[Start of Attachment]

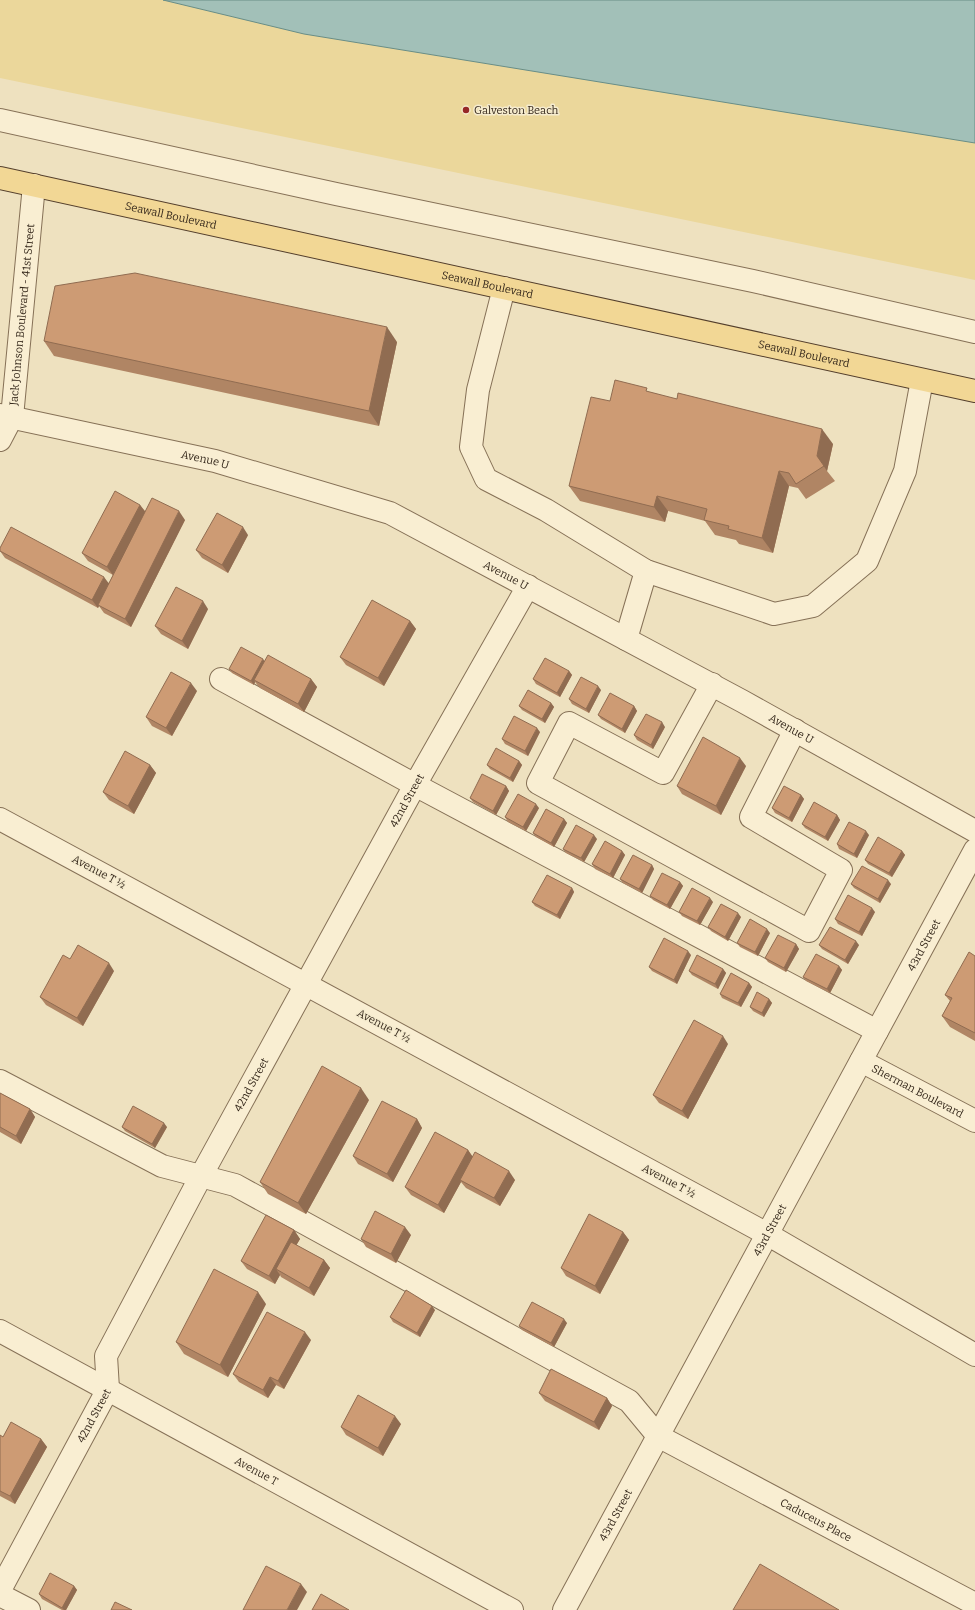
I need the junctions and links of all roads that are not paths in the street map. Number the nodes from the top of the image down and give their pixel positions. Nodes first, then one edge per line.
1 (0, 120) edge
2 (0, 178) edge
3 (34, 185) junction
4 (504, 288) junction
5 (975, 332) edge
6 (922, 380) junction
7 (975, 392) edge
8 (6, 416) edge
9 (0, 440) edge
10 (646, 571) junction
11 (528, 586) junction
12 (626, 639) junction
13 (221, 679) dead end
14 (712, 684) junction
15 (795, 730) junction
16 (415, 785) junction
17 (0, 819) edge
18 (975, 831) edge
19 (975, 850) edge
20 (306, 984) junction
21 (877, 1031) junction
22 (861, 1061) junction
23 (0, 1081) edge
24 (975, 1121) edge
25 (201, 1176) junction
26 (767, 1234) junction
27 (0, 1331) edge
28 (975, 1355) edge
29 (108, 1389) junction
30 (658, 1436) junction
31 (0, 1590) edge
32 (0, 1594) edge
33 (975, 1604) edge
34 (29, 1610) edge
35 (512, 1610) edge
36 (564, 1610) edge

1 - 5 street
2 - 3 main road, Seawall Boulevard
3 - 4 main road, Seawall Boulevard
3 - 8 street, Jack Johnson Boulevard - 41st Street
4 - 6 main road, Seawall Boulevard
4 - 10 street
6 - 7 main road, Seawall Boulevard
6 - 10 street
8 - 9 street, Jack Johnson Boulevard - 41st Street
8 - 11 street, Avenue U
10 - 12 street
11 - 12 street, Avenue U
11 - 16 street, 42nd Street
12 - 14 street, Avenue U
13 - 16 street
14 - 15 street, Avenue U
14 - 15 street
15 - 18 street, Avenue U
16 - 20 street, 42nd Street
16 - 21 street
17 - 20 street, Avenue T ½
19 - 21 street, 43rd Street
20 - 25 street, 42nd Street
20 - 26 street, Avenue T ½
21 - 22 street, 43rd Street
22 - 24 street, Sherman Boulevard
22 - 26 street, 43rd Street
23 - 25 street
25 - 29 street, 42nd Street
25 - 30 street
26 - 28 street, Avenue T ½
26 - 30 street, 43rd Street
27 - 29 street, Avenue T
29 - 31 street, 42nd Street
29 - 35 street, Avenue T
30 - 33 street, Caduceus Place
30 - 36 street, 43rd Street
32 - 34 street

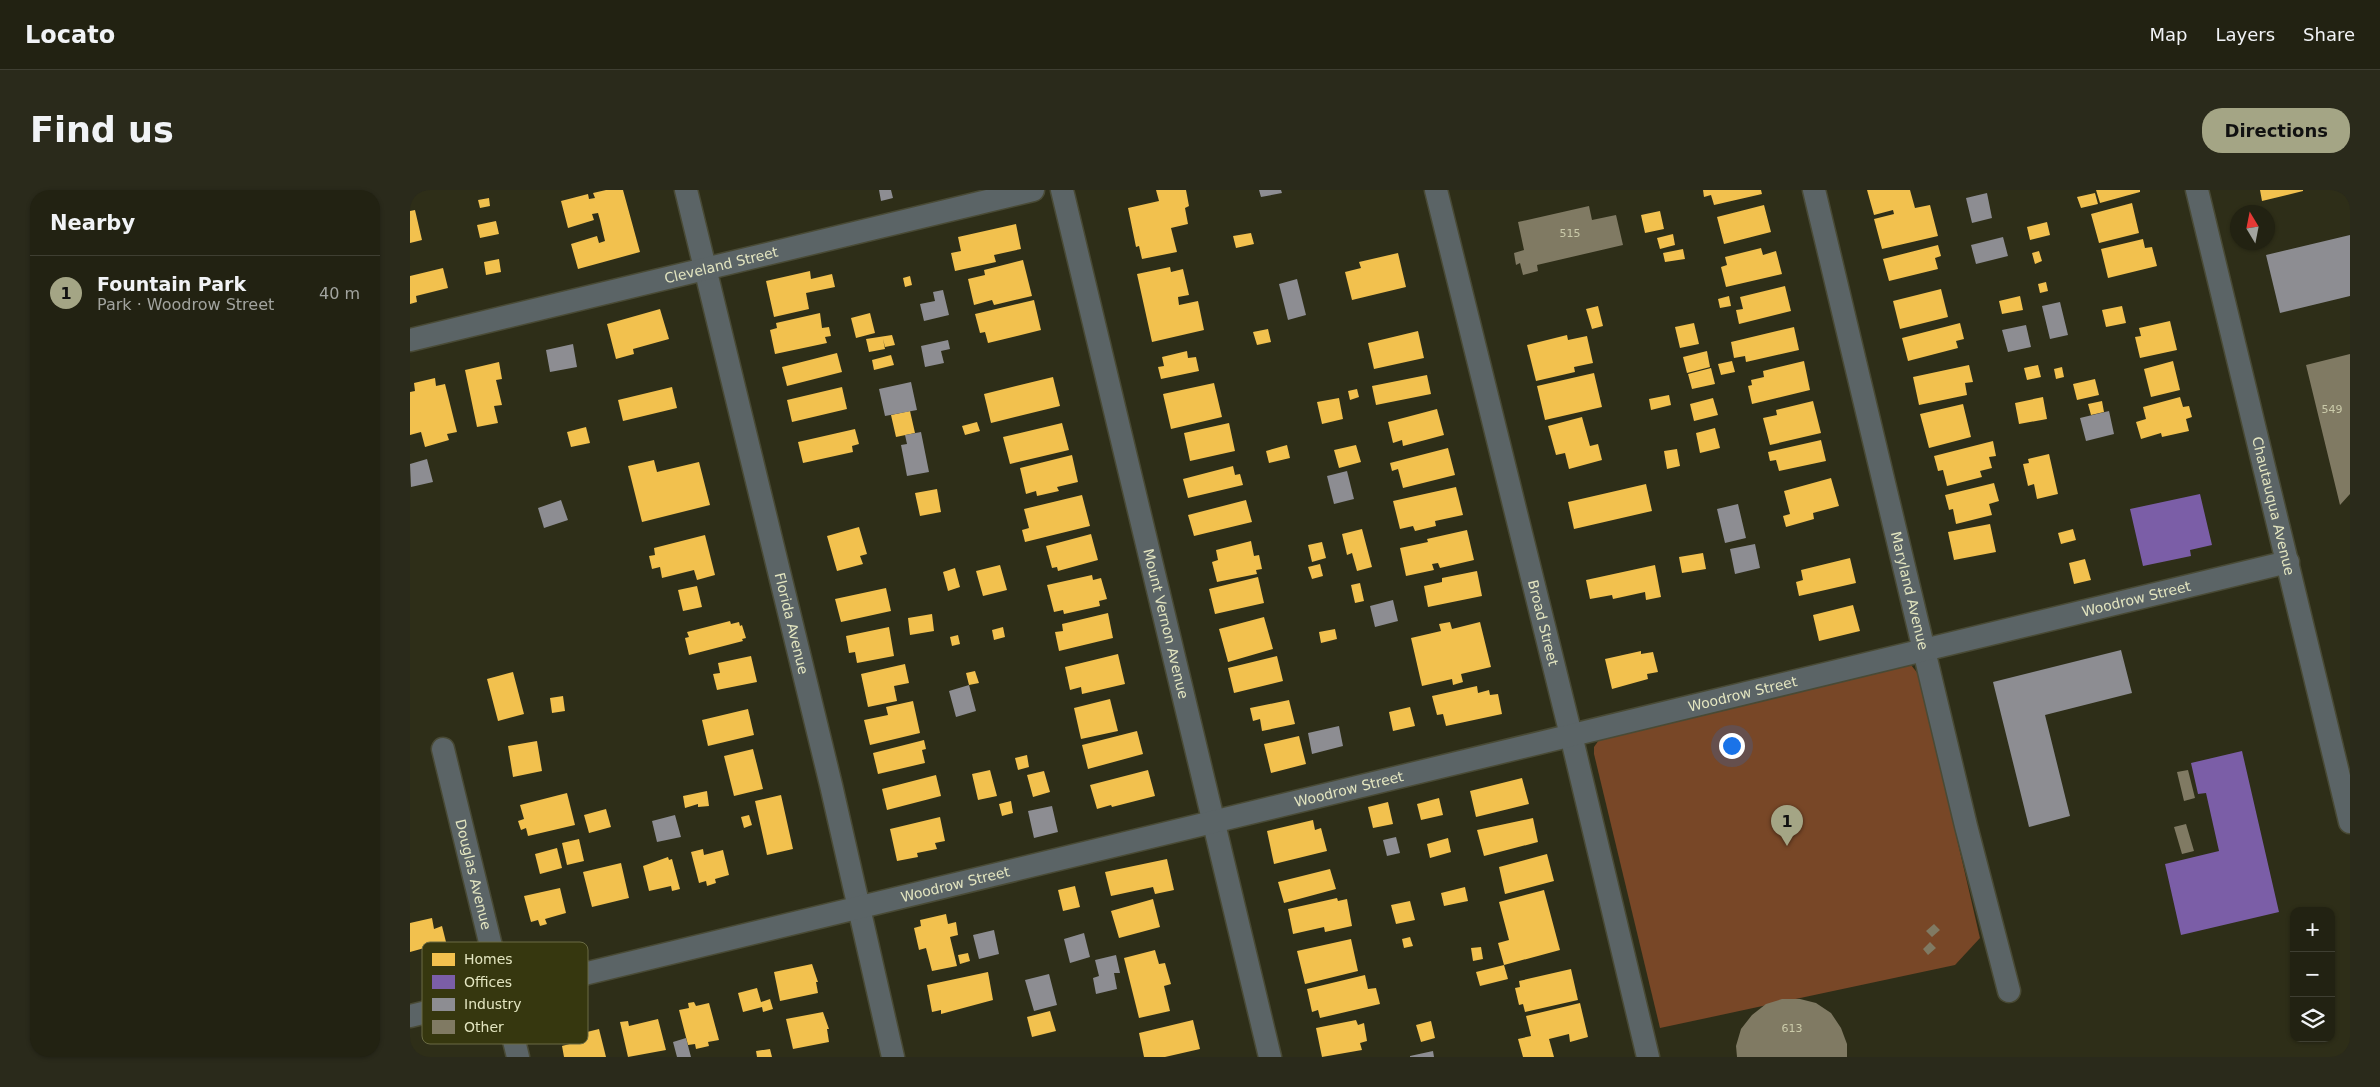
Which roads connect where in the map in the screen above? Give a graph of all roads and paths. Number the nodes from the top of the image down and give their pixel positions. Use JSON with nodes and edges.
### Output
{"nodes":[{"id":1,"x":686,"y":190,"type":"edge"},
{"id":2,"x":1033,"y":190,"type":"edge"},
{"id":3,"x":1062,"y":190,"type":"edge"},
{"id":4,"x":1436,"y":190,"type":"edge"},
{"id":5,"x":1814,"y":190,"type":"edge"},
{"id":6,"x":2197,"y":190,"type":"edge"},
{"id":7,"x":706,"y":269,"type":"junction"},
{"id":8,"x":410,"y":340,"type":"edge"},
{"id":9,"x":2288,"y":562,"type":"junction"},
{"id":10,"x":1924,"y":650,"type":"junction"},
{"id":11,"x":1571,"y":735,"type":"junction"},
{"id":12,"x":443,"y":749,"type":"dead end"},
{"id":13,"x":1212,"y":821,"type":"junction"},
{"id":14,"x":2350,"y":822,"type":"edge"},
{"id":15,"x":858,"y":910,"type":"junction"},
{"id":16,"x":490,"y":942,"type":"edge"},
{"id":17,"x":588,"y":974,"type":"edge"},
{"id":18,"x":2010,"y":991,"type":"dead end"},
{"id":19,"x":515,"y":1044,"type":"edge"},
{"id":20,"x":518,"y":1057,"type":"edge"},
{"id":21,"x":893,"y":1057,"type":"edge"},
{"id":22,"x":1270,"y":1057,"type":"edge"},
{"id":23,"x":1648,"y":1057,"type":"edge"}],
"edges":[{"from":1,"to":7,"type":"street","name":"Florida Avenue"},
{"from":2,"to":7,"type":"street","name":"Cleveland Street"},
{"from":3,"to":13,"type":"street","name":"Mount Vernon Avenue"},
{"from":4,"to":11,"type":"street","name":"Broad Street"},
{"from":5,"to":10,"type":"street","name":"Maryland Avenue"},
{"from":6,"to":9,"type":"street","name":"Chautauqua Avenue"},
{"from":7,"to":8,"type":"street","name":"Cleveland Street"},
{"from":7,"to":15,"type":"street","name":"Florida Avenue"},
{"from":9,"to":10,"type":"street","name":"Woodrow Street"},
{"from":9,"to":14,"type":"street","name":"Chautauqua Avenue"},
{"from":10,"to":11,"type":"street","name":"Woodrow Street"},
{"from":10,"to":18,"type":"street","name":"Maryland Avenue"},
{"from":11,"to":13,"type":"street","name":"Woodrow Street"},
{"from":11,"to":23,"type":"street","name":"Broad Street"},
{"from":12,"to":16,"type":"street","name":"Douglas Avenue"},
{"from":13,"to":15,"type":"street","name":"Woodrow Street"},
{"from":13,"to":22,"type":"street","name":"Mount Vernon Avenue"},
{"from":15,"to":17,"type":"street","name":"Woodrow Street"},
{"from":15,"to":21,"type":"street","name":"Florida Avenue"},
{"from":19,"to":20,"type":"street","name":"Douglas Avenue"}]}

[End of Attachment]

▶ _Try it_: Gather up, from the records above, each line where the word "edges" appears.

▶ _Response area_:
Which roads connect where in the map in the screen above? Give a graph of all roads and paths. Number the nodes from the top of the image down and give their pixel positions. Use JSON with nodes and edges.
"edges":[{"from":1,"to":7,"type":"street","name":"Florida Avenue"},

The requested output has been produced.